• **Work task**:
Write out every line below that contains "street".

• **Collected data entries**:
__________

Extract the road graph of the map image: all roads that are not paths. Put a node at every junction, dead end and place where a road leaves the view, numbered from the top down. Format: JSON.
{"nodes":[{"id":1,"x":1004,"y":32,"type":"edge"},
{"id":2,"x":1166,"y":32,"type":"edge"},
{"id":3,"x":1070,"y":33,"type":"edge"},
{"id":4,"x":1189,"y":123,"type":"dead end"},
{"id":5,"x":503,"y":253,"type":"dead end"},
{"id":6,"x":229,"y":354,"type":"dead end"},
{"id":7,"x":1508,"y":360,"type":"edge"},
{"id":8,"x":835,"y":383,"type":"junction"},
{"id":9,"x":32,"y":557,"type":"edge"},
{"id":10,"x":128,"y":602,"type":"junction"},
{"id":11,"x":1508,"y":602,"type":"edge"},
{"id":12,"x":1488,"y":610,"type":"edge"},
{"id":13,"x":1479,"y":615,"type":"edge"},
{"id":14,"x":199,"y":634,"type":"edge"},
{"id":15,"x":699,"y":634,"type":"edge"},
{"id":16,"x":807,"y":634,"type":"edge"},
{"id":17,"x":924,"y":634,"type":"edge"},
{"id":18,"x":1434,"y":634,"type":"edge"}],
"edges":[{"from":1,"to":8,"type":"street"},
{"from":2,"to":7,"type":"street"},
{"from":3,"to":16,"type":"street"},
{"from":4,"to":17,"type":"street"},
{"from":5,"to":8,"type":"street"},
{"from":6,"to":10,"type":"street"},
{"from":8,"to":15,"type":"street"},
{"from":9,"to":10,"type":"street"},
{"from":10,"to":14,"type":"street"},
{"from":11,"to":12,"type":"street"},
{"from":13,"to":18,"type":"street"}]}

__________

• **Solution**:
"edges":[{"from":1,"to":8,"type":"street"},
{"from":2,"to":7,"type":"street"},
{"from":3,"to":16,"type":"street"},
{"from":4,"to":17,"type":"street"},
{"from":5,"to":8,"type":"street"},
{"from":6,"to":10,"type":"street"},
{"from":8,"to":15,"type":"street"},
{"from":9,"to":10,"type":"street"},
{"from":10,"to":14,"type":"street"},
{"from":11,"to":12,"type":"street"},
{"from":13,"to":18,"type":"street"}]}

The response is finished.